Neafcy also takes on the current YouTube hierarchy between smaller creators and those who have higher sub counts. In a community that started as an equal opportunities space for video creators, has become difficult for smaller YouTuber to not only feel wanted on YouTube, but to feel equal to their fellow creators.
The Age of Apology – a monologue – Daniel J. Layton
Another response to Jack’s video, we have to love Daniel J. Layton for this creative monologue about YouTube culture. Beneath a perfect combination of swearing and frustration, Daniel highlights YouTubers’ recent inclination to share, well, everything, leaving us to realise that we may have unintentionally asked to see every part of our favorite content creator’s day.

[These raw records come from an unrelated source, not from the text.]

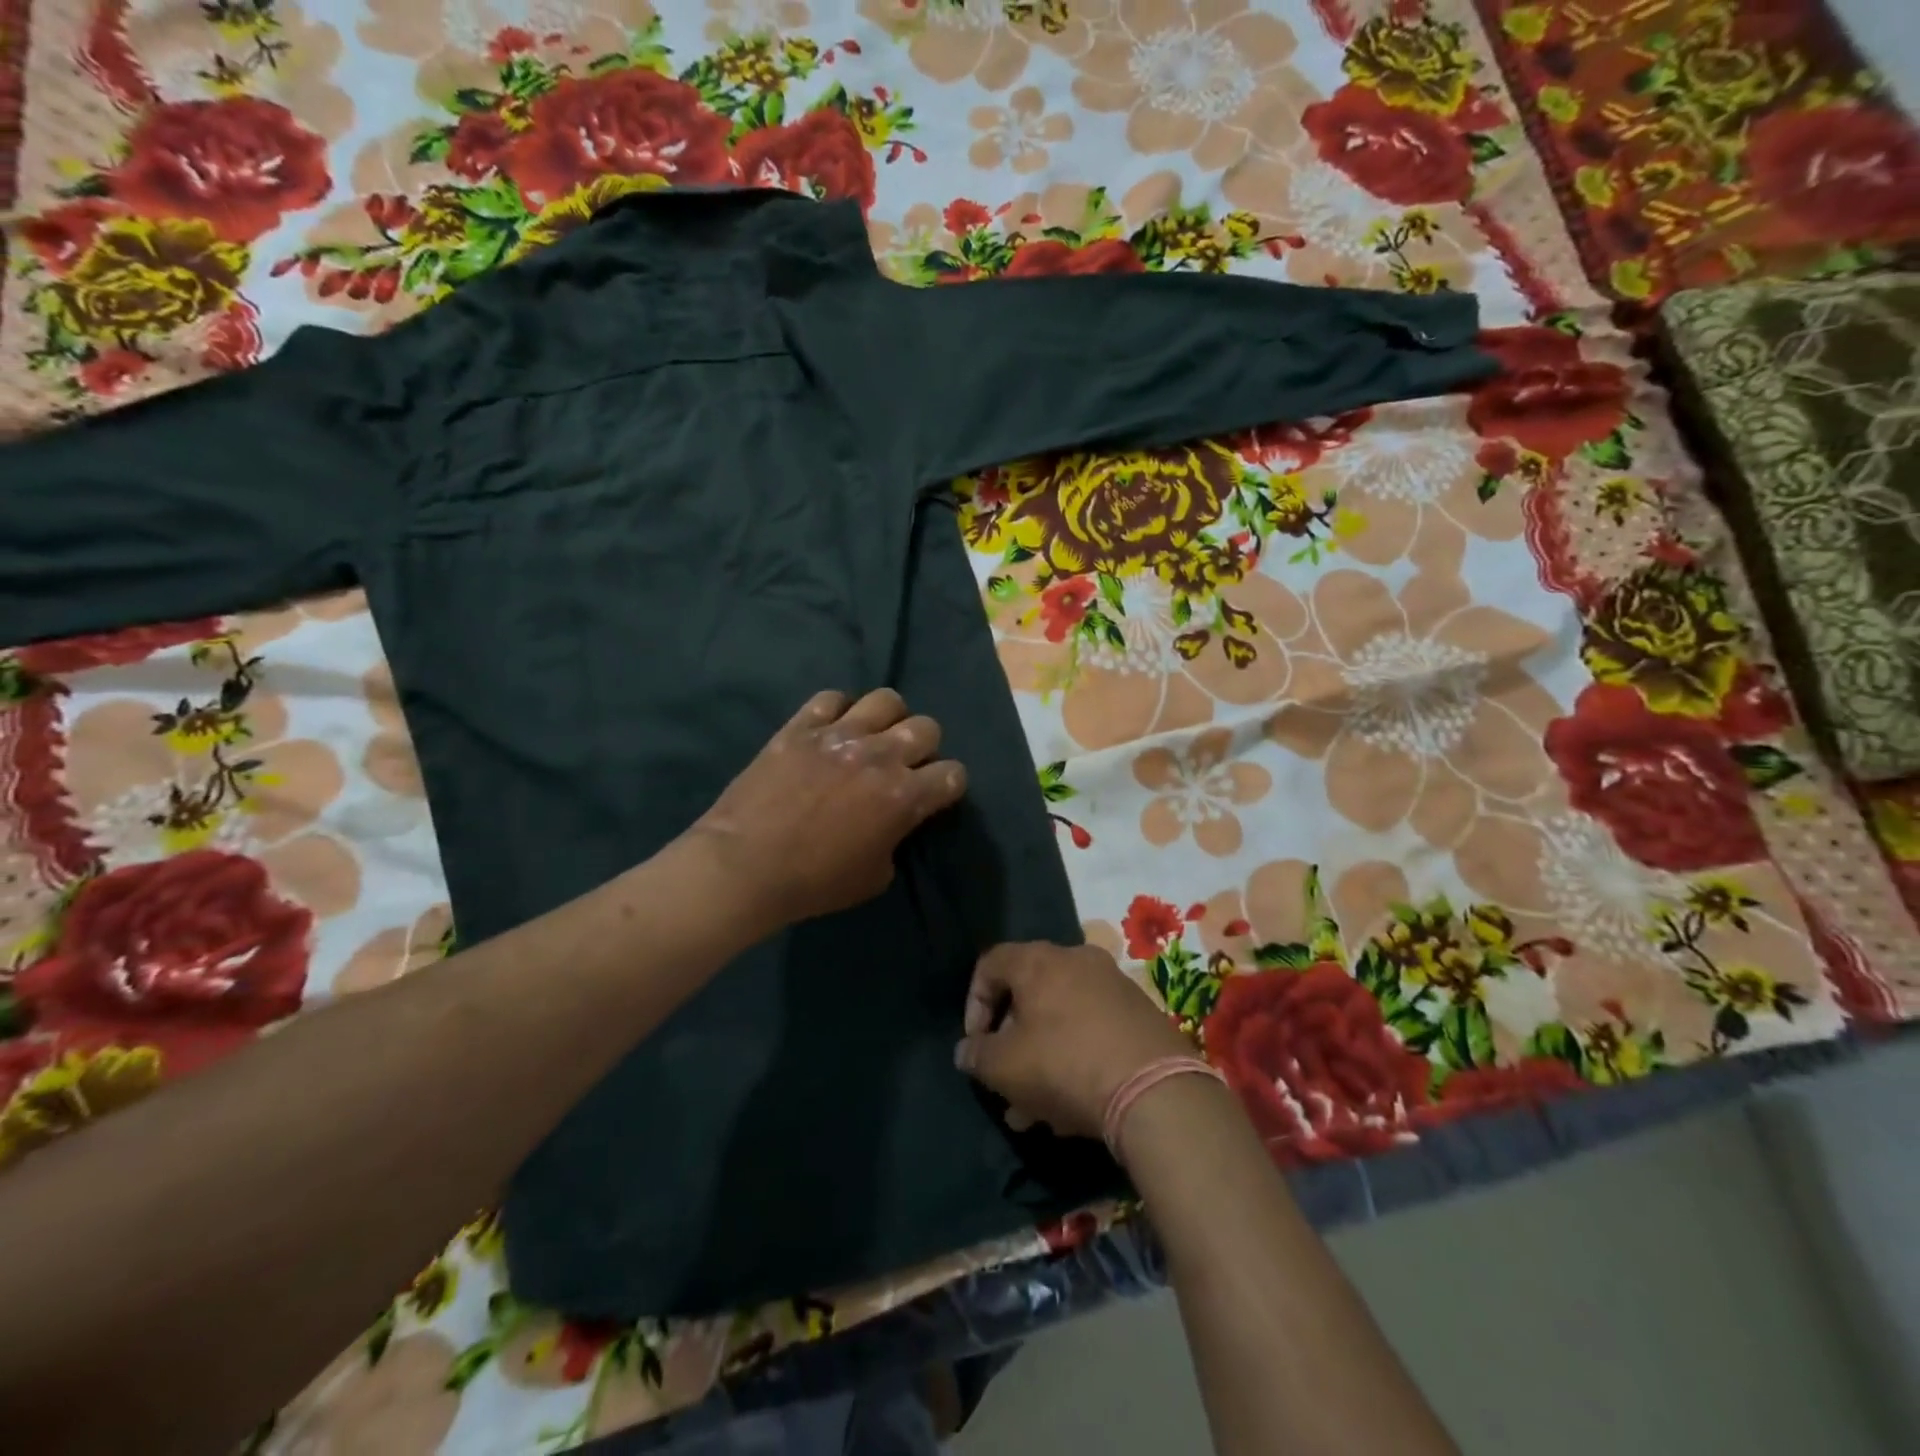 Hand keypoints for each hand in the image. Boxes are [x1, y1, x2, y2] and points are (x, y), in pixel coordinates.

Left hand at [689, 688, 966, 933]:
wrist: (745, 866)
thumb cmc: (813, 883)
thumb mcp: (875, 877)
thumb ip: (895, 839)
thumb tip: (892, 822)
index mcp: (904, 796)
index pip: (953, 774)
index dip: (948, 786)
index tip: (934, 795)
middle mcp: (880, 755)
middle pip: (927, 728)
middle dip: (924, 747)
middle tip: (903, 766)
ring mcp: (839, 735)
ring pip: (886, 700)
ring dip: (887, 719)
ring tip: (872, 737)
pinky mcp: (800, 727)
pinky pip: (830, 698)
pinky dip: (837, 711)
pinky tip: (831, 729)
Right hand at [954, 943, 1193, 1140]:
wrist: (1156, 1090)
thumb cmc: (1065, 1065)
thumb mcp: (1004, 1067)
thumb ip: (976, 1055)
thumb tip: (968, 1051)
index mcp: (1039, 960)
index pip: (990, 963)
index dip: (974, 1003)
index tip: (976, 1044)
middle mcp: (1077, 959)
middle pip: (1029, 992)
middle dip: (1011, 1039)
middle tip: (1005, 1080)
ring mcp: (1113, 984)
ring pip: (1062, 1016)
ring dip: (1041, 1056)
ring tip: (1034, 1109)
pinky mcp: (1140, 1013)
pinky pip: (1092, 1028)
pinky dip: (1075, 1056)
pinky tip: (1073, 1104)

Looking at YouTube as this new, creative, accessible place for entertainment lets us interact with and relate to creators on a much more personal level. There’s no Hollywood mystique to YouTube; we feel as though we are friends with our favourite YouTubers. What better way to feel like you’re best friends with someone than for them to invite you to a slumber party or to bake cookies or take their dog to the vet?
But like the rest of our list Daniel has pondering so many things! Is sharing your day with someone a bad thing? Is it trivial content or relatable content? Does it make us feel closer to creators? DO WE FINALLY FEEL LIKE WE HAVE FRIENDS?!
The Truth About YouTube – mothcub
We know there’s been a whole lot of analysis in this list about our beloved YouTube community, and much of it a little downbeat, so we wanted to finish up with a more hopeful video from Lil Ashton. Of course she peppers in an appropriate amount of dark humour and a bit of existential dread, but it’s balanced perfectly with her optimistic note that creativity and unique, evocative content is always being created.
Although we see a lot of similar content and may have become disillusioned by its ubiquity, we have to remember that popular content is not all that is out there. We may see trends in the YouTube community, and it’s always valuable to keep our discussions open, but those trends do not have to be the rule. Lil reminds us with a beautiful analogy of the sea that fantastic creators, content, and communities are out there, we just have to be open to looking for them.